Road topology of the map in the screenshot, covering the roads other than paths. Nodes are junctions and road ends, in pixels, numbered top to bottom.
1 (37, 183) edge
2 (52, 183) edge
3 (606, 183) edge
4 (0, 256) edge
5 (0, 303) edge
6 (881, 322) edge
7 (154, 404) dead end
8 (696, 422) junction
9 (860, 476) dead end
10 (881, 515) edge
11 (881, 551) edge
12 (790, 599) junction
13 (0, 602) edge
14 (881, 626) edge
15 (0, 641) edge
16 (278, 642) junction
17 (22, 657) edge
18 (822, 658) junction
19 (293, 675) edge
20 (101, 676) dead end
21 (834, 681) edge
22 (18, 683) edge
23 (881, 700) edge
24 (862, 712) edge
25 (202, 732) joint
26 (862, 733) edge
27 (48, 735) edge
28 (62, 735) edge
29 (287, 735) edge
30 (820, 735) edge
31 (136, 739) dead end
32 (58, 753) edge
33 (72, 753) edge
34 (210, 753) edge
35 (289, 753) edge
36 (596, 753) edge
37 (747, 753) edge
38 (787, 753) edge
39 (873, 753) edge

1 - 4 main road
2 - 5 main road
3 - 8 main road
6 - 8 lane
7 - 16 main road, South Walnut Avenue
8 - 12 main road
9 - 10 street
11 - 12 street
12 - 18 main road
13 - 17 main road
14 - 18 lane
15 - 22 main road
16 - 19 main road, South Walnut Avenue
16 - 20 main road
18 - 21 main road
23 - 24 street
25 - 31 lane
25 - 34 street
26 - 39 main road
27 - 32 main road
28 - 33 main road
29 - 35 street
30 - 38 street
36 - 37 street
====
Retype the listing exactly. Leave nothing out.

Road topology of the map in the screenshot, covering the roads other than paths. Nodes are junctions and road ends, in pixels, numbered top to bottom.
1 (37, 183) edge
2 (52, 183) edge
3 (606, 183) edge
4 (0, 256) edge
5 (0, 303) edge
6 (881, 322) edge
7 (154, 404) dead end
8 (696, 422) junction
9 (860, 476) dead end
10 (881, 515) edge
11 (881, 551) edge
12 (790, 599) junction
13 (0, 602) edge
14 (881, 626) edge
15 (0, 641) edge
16 (278, 642) junction
17 (22, 657) edge
18 (822, 658) junction
19 (293, 675) edge
20 (101, 676) dead end
21 (834, 681) edge
22 (18, 683) edge
23 (881, 700) edge
24 (862, 712) edge
25 (202, 732) joint
26 (862, 733) edge
27 (48, 735) edge
28 (62, 735) edge
29 (287, 735) edge
30 (820, 735) edge
31 (136, 739) dead end
32 (58, 753) edge
33 (72, 753) edge
34 (210, 753) edge
35 (289, 753) edge
36 (596, 753) edge
37 (747, 753) edge
38 (787, 753) edge
39 (873, 753) edge

1 - 4 main road
2 - 5 main road
3 - 8 main road
6 - 8 lane
7 - 16 main road, South Walnut Avenue
8 - 12 main road
9 - 10 street
11 - 12 street
12 - 18 main road
13 - 17 main road
14 - 18 lane
15 - 22 main road
16 - 19 main road, South Walnut Avenue
16 - 20 main road
18 - 21 main road
23 - 24 street
25 - 31 lane
25 - 34 street
26 - 39 main road
27 - 32 main road
28 - 33 main road
29 - 35 street
30 - 38 street
36 - 37 street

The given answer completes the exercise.